### Information
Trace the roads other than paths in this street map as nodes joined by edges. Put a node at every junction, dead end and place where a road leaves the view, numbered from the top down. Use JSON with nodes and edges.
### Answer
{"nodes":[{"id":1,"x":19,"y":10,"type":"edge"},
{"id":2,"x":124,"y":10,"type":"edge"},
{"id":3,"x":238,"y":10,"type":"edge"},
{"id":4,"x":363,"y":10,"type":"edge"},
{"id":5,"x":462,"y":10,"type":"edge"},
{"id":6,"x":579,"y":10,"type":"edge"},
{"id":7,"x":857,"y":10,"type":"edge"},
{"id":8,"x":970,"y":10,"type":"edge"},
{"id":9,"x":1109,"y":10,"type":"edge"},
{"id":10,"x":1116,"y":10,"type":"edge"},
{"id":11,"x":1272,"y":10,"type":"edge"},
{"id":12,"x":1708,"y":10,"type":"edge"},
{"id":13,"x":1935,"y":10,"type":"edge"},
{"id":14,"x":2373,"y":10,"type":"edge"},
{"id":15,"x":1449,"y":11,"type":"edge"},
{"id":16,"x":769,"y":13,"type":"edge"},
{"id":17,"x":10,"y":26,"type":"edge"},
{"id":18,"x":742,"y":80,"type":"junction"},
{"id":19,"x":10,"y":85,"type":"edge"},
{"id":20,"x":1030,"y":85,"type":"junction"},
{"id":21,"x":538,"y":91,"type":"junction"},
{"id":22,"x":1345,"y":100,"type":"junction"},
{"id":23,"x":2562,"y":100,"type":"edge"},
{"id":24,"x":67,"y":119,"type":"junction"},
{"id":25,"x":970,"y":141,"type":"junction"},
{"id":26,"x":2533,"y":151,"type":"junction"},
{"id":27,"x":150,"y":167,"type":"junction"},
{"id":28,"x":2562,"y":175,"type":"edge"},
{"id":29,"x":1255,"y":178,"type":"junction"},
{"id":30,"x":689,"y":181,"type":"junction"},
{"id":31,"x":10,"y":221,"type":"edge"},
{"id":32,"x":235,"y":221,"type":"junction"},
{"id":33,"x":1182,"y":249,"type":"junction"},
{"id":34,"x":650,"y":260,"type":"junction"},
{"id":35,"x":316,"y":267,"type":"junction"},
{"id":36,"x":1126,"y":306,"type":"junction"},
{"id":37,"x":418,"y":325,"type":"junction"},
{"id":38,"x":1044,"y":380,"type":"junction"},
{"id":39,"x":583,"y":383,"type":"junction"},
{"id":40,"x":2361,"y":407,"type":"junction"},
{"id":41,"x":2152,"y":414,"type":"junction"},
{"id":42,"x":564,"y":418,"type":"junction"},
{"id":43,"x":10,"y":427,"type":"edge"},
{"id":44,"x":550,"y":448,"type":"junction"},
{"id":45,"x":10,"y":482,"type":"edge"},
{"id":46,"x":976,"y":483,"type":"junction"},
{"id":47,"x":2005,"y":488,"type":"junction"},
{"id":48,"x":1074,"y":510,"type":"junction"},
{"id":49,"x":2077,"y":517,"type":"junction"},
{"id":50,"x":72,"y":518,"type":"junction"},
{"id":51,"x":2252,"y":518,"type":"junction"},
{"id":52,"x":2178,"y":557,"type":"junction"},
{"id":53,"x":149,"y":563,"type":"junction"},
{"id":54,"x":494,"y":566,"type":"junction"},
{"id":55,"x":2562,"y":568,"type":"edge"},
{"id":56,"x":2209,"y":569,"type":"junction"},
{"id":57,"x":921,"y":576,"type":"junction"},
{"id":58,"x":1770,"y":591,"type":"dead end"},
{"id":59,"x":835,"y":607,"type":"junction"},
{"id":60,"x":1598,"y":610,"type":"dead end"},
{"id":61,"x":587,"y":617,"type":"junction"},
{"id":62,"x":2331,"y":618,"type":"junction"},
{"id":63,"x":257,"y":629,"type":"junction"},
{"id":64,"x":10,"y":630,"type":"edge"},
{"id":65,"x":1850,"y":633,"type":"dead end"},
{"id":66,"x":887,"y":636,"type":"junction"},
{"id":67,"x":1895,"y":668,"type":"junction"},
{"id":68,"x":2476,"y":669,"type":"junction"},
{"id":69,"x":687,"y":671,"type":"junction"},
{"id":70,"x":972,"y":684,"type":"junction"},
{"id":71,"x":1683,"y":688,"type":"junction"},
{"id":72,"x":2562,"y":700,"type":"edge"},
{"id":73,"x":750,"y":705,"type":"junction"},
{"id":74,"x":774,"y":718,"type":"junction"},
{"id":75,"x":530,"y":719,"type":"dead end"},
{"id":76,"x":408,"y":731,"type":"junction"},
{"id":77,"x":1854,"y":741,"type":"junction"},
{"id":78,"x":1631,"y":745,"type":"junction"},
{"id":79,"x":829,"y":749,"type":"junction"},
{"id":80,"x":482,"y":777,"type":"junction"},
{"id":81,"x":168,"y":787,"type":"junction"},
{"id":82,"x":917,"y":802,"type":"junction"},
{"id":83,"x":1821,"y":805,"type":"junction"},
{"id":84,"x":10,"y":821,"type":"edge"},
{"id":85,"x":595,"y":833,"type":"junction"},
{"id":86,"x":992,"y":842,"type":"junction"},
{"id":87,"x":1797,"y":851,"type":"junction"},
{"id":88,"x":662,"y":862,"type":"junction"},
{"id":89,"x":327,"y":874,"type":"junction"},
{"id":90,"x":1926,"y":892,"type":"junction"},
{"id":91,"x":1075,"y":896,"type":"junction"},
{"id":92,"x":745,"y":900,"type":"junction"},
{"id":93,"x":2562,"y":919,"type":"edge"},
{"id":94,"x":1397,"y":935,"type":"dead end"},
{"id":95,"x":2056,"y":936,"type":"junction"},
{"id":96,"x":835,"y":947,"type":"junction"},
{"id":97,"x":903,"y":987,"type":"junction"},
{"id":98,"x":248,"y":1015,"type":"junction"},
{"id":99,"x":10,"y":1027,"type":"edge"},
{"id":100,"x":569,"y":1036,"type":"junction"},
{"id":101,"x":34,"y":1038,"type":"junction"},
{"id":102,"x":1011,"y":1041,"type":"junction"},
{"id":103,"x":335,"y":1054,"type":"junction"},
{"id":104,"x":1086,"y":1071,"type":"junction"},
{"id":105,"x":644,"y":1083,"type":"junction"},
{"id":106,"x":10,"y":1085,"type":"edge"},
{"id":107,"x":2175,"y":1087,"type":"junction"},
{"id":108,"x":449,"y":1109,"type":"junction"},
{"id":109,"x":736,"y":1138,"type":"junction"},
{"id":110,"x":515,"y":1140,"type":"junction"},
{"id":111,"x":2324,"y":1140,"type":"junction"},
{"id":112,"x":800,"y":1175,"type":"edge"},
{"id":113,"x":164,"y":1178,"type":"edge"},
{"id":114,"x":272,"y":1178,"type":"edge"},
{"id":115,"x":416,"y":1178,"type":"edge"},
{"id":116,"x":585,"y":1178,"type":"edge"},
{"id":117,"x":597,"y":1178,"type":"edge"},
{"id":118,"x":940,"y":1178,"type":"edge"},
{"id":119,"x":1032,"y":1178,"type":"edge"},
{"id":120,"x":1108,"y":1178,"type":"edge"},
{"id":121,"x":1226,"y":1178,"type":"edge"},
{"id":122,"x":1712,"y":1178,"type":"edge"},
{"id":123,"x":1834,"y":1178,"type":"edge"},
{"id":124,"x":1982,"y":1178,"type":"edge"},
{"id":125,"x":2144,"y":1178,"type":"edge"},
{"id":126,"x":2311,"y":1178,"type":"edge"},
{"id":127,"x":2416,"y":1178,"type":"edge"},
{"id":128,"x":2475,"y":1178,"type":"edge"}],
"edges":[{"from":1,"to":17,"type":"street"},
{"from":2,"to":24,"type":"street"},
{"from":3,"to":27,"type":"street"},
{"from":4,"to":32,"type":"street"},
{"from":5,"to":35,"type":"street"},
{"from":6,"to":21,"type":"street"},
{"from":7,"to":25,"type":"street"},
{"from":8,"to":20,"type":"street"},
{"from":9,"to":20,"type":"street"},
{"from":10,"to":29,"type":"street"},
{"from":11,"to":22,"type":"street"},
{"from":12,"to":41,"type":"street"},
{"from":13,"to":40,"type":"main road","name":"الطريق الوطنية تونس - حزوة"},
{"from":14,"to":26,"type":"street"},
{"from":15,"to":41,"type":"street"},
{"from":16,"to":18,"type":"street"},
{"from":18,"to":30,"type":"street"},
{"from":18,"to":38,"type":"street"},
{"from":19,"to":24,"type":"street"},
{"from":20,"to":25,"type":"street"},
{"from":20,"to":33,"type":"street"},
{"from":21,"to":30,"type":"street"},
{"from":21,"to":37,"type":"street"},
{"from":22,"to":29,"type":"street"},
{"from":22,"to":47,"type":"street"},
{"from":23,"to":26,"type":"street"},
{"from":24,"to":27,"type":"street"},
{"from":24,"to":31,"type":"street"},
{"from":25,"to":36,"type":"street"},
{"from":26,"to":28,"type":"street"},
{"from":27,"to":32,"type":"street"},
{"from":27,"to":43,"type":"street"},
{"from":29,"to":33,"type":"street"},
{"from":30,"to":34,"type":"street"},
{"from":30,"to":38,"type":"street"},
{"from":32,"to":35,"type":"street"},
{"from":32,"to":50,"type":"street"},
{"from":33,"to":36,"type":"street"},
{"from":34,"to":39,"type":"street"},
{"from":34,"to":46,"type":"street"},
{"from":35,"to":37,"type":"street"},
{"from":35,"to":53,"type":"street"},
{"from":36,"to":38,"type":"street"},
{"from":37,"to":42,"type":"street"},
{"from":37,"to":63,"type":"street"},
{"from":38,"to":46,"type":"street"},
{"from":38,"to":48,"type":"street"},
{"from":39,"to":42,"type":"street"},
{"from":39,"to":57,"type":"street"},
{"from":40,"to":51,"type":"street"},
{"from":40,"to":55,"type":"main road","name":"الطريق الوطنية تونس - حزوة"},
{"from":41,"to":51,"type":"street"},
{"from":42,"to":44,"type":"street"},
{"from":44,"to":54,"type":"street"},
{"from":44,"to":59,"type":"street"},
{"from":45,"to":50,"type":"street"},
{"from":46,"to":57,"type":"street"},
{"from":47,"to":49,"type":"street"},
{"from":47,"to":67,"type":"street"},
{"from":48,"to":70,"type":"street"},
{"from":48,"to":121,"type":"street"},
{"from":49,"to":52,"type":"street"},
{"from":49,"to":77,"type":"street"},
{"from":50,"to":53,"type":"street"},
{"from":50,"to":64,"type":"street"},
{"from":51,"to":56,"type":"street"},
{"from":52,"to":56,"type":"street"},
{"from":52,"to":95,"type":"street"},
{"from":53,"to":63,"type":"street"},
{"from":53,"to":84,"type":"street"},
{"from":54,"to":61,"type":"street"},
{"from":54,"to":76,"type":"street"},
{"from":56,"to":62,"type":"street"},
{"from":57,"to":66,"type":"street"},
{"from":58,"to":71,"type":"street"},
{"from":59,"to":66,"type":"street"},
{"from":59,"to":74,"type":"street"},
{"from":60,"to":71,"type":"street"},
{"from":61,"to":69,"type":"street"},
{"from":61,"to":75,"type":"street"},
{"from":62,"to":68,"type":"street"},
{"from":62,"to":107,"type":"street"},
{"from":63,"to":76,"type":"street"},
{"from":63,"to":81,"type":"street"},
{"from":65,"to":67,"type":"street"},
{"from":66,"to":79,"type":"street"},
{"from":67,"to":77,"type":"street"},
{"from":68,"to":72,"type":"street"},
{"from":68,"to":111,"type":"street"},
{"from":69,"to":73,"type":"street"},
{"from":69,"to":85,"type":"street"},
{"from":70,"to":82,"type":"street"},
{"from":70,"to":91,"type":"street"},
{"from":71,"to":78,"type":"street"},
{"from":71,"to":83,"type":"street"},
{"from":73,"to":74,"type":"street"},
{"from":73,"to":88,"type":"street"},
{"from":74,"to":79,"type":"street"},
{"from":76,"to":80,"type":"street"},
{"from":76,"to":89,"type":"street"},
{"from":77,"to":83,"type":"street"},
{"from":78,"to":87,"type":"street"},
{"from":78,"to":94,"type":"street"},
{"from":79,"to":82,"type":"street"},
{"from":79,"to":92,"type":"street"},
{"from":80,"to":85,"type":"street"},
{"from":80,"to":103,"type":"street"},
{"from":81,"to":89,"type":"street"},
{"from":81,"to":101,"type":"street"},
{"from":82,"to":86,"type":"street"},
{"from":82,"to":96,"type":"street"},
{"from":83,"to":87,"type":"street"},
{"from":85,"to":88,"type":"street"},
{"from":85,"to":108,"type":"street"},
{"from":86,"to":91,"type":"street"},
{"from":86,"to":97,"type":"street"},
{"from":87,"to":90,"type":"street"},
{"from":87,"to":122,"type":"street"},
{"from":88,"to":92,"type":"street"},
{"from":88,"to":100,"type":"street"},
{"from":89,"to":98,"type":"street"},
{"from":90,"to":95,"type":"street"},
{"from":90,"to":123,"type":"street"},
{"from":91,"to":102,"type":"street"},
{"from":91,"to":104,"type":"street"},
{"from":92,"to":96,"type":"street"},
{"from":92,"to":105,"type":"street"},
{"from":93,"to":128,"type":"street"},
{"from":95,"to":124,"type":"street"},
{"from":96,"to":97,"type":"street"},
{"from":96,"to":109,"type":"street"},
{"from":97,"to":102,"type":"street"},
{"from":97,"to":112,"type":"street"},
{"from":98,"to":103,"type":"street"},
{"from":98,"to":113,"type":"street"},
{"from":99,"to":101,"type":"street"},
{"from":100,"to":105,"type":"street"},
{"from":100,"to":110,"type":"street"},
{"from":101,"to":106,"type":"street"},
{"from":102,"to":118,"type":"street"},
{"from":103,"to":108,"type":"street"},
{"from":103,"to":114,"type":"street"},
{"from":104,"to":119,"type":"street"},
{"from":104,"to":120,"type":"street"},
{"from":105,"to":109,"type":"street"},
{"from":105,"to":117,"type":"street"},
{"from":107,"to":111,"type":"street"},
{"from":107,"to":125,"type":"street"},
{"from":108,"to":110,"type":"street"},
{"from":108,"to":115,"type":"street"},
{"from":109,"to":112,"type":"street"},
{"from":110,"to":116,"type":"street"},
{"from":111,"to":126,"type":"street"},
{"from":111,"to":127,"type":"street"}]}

### About this task
Every line that holds the string "main" must be copied from the records above.

### Solution to this task
{"from":13,"to":40,"type":"main road","name":"الطريق الوطنية تونس - حزوة"},
{"from":40,"to":55,"type":"main road","name":"الطريق الوطنية تونس - حزوة"},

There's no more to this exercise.